Let op! De aftrek monumentenpanden blijft vanaf 2017 nog wel in beeld voor teruggaven van kosten. Heeft u in de jaren tot en met 2016 aftrek monumentenpanden genoten voor kosten die u in 2017 of latere jaren terugontvangt, dan moet u deze teruggave op dat moment als inkomen aangeven.

Aftrek scholingsuitgaven vervalt vanaf 2018

Particulieren die een opleiding of studie voor een beroep volgen waarvoor geen recht bestaat op studiefinanciering, kunnen de kosten hiervan in aftrek brengen als scholingsuitgaven. Deze aftrekpost vervalt met ingang van 2018. In plaats daarvan komt een gerichte uitgavenregeling in de vorm van scholingsvouchers voor mensen die uit zichzelf minder snel geneigd zijn om scholing te volgen.

Let op! De aftrek scholingsuitgaven blijft vanaf 2018 nog wel in beeld voor teruggave van kosten.

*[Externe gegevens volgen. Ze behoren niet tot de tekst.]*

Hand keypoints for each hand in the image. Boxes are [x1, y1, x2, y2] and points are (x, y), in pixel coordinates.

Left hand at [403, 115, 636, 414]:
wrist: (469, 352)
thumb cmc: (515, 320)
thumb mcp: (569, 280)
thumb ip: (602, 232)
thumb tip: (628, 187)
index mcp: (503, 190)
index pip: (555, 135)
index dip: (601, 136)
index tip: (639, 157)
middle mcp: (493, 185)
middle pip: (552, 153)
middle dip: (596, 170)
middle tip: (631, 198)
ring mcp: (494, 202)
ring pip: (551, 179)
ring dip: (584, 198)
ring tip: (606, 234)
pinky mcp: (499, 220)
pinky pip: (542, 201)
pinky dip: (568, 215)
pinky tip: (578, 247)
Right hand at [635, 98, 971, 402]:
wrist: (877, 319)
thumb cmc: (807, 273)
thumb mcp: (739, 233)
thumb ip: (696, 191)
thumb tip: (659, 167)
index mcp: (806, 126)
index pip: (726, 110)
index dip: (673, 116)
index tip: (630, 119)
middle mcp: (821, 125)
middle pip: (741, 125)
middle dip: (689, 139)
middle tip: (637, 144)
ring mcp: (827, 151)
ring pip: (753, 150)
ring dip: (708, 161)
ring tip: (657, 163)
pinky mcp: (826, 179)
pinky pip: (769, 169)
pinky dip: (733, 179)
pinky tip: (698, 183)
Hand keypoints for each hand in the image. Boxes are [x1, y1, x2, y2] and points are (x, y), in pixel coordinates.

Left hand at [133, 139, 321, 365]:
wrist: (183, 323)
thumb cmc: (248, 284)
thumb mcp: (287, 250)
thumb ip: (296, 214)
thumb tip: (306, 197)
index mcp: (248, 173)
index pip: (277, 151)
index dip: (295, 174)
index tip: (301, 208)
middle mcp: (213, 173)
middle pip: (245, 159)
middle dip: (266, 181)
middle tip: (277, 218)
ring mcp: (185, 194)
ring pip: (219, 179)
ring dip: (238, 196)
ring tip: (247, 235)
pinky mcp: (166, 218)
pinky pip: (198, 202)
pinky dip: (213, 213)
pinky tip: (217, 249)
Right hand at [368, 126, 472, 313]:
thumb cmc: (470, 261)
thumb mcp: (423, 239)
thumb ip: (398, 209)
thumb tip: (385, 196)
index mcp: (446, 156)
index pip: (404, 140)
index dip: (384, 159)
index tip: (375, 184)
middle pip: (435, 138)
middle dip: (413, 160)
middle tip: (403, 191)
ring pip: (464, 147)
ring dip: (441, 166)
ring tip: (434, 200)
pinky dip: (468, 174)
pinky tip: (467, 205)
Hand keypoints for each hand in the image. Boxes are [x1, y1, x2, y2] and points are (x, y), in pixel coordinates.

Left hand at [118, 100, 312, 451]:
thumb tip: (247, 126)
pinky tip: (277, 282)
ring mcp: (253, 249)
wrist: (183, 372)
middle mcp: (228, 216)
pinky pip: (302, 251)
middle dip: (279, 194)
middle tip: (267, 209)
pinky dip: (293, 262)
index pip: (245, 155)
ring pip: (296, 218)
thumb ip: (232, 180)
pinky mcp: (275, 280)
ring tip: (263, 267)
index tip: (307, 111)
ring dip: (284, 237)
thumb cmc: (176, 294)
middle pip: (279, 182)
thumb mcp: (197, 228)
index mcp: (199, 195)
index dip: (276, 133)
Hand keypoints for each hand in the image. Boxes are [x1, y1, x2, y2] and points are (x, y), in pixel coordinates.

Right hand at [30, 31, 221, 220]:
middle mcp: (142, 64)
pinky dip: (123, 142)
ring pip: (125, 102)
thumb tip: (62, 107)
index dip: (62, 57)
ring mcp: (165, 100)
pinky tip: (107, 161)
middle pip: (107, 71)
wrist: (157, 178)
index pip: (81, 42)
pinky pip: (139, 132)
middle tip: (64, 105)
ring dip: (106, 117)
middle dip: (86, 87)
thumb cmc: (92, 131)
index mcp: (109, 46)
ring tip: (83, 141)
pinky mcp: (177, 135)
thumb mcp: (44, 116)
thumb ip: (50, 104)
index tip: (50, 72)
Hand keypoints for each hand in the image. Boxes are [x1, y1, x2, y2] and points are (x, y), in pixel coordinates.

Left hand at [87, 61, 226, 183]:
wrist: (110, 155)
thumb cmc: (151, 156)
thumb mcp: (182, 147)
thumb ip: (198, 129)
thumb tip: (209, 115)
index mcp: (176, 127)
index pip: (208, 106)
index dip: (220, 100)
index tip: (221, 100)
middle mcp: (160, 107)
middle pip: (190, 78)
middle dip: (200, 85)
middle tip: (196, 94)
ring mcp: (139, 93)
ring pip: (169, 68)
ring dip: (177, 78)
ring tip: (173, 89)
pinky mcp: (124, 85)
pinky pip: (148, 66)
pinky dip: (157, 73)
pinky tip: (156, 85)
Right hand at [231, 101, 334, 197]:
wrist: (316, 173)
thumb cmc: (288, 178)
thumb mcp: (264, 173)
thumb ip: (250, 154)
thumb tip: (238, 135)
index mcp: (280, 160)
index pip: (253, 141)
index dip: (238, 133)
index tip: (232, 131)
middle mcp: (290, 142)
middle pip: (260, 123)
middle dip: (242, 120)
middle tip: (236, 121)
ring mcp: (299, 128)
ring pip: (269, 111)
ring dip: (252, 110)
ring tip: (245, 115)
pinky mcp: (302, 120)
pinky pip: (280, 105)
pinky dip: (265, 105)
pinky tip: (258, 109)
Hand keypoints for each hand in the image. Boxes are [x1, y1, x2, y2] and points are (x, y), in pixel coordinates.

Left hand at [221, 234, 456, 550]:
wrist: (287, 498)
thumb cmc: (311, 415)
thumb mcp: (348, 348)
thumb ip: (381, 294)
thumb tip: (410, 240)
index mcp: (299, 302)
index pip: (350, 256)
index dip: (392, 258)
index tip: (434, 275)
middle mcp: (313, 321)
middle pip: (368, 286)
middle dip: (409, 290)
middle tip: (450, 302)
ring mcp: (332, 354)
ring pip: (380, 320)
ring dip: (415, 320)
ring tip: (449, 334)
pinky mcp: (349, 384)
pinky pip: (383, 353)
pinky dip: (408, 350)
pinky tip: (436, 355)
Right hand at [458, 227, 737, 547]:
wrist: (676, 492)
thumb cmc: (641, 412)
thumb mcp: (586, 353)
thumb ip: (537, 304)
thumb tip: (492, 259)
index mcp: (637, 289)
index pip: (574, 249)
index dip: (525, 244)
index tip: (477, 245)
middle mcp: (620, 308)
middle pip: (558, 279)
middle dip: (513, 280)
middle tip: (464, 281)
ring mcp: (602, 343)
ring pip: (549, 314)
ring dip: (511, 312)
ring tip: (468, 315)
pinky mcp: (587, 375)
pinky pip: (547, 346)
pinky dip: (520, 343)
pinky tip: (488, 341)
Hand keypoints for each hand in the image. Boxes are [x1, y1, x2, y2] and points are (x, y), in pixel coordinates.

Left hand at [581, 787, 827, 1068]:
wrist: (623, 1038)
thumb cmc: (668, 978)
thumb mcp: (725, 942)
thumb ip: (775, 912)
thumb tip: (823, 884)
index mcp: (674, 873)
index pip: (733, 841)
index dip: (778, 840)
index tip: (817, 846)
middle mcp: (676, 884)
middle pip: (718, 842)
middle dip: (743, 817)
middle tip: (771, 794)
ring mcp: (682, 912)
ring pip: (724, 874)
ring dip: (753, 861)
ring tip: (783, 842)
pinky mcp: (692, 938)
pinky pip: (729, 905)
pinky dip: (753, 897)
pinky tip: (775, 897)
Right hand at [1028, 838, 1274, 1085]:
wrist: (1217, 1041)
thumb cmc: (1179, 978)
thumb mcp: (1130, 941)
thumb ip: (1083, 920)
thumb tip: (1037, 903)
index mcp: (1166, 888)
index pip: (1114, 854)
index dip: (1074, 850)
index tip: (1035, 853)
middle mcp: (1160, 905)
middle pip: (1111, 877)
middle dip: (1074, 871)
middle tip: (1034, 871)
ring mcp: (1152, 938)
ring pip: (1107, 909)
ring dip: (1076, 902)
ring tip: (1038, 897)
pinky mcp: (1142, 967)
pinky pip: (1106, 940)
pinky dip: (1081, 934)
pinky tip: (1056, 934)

Heeft u in de jaren tot en met 2017 aftrek scholingsuitgaven genoten voor kosten die u in 2018 of latere jaren terugontvangt, dan moet u deze teruggave op dat moment als inkomen aangeven.

Wijziging toerekening schulden bij vruchtgebruik krachtens erfrecht

Goederen waarop een vruchtgebruik rust worden in box 3 voor de blooteigendomswaarde bij de blooteigenaar in aanmerking genomen en voor de vruchtgebruikwaarde bij de vruchtgebruiker. Dit is alleen anders als het vruchtgebruik krachtens erfrecht gevestigd is. In dat geval wordt bij de blooteigenaar (meestal het kind) niets belast en bij de vruchtgebruiker (meestal de langstlevende) de volle waarde. Deze uitzondering geldt op dit moment echter niet voor schulden. Dit heeft tot gevolg dat die schulden, in tegenstelling tot de bijbehorende bezittingen, voor de blooteigendomswaarde bij de blooteigenaar in aanmerking worden genomen en voor de vruchtgebruikwaarde bij de vruchtgebruiker. Om deze onwenselijke situatie op te lossen worden deze schulden vanaf 2017 ook voor de volle waarde bij de vruchtgebruiker in aanmerking genomen.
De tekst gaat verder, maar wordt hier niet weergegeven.